> [WHAT YOU SHOULD DO]: Reprint every entry, character for character.

> [Items from a data source]:
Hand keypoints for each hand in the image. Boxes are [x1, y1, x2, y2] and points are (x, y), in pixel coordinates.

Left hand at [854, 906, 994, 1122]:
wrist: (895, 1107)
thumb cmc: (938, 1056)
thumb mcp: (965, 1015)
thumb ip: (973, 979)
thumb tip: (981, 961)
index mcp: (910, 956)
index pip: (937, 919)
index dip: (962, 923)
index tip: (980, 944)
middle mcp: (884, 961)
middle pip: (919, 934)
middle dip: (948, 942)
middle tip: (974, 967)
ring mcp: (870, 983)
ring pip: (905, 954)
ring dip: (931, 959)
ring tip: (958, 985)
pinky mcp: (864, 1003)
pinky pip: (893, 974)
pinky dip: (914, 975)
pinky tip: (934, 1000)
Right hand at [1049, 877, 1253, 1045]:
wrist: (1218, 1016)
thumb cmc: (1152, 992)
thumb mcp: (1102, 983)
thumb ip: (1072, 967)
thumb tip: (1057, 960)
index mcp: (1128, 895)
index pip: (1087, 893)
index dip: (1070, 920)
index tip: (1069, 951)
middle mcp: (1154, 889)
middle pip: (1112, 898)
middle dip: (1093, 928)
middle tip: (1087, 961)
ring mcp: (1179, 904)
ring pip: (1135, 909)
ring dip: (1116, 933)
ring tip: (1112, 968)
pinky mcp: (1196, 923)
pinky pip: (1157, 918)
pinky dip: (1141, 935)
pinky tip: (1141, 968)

> [REPLY]:
Hand keypoints for each hand in the image. Boxes are [x1, y1, x2, y2] and points are (x, y), in pixel coordinates.

Left hand at [854, 906, 994, 1122]:
wrist: (895, 1107)
thumb cmc: (938, 1056)
thumb mcp: (965, 1015)
thumb ip: (973, 979)
thumb tip: (981, 961)
index mcp: (910, 956)
index pip: (937, 919)
index dip: (962, 923)
index tip: (980, 944)
middle mcp: (884, 961)
middle pip: (919, 934)
middle dip: (948, 942)
middle tip: (974, 967)
ring mcp: (870, 983)
ring pip: (905, 954)
ring dip: (931, 959)
ring tip: (958, 985)
pinky mcp: (864, 1003)
pinky pip: (893, 974)
pinky dip: (914, 975)
pinky tip: (934, 1000)
Right hand at [1049, 877, 1253, 1045]:
wrist: (1218, 1016)
thumb cmc: (1152, 992)
thumb mcp: (1102, 983)
thumb ip: (1072, 967)
thumb tip: (1057, 960)
index mcp: (1128, 895)
index pip: (1087, 893)
index dip: (1070, 920)
index tip: (1069, 951)
middle mcp: (1154, 889)
middle pip: (1112, 898)
middle dip: (1093, 928)
middle tip: (1087, 961)
ring mcp: (1179, 904)
ring pip: (1135, 909)
ring dip: (1116, 933)
ring tip: (1112, 968)
pinky mcp: (1196, 923)
pinky pip: (1157, 918)
pinky dip: (1141, 935)
pinky tip: (1141, 968)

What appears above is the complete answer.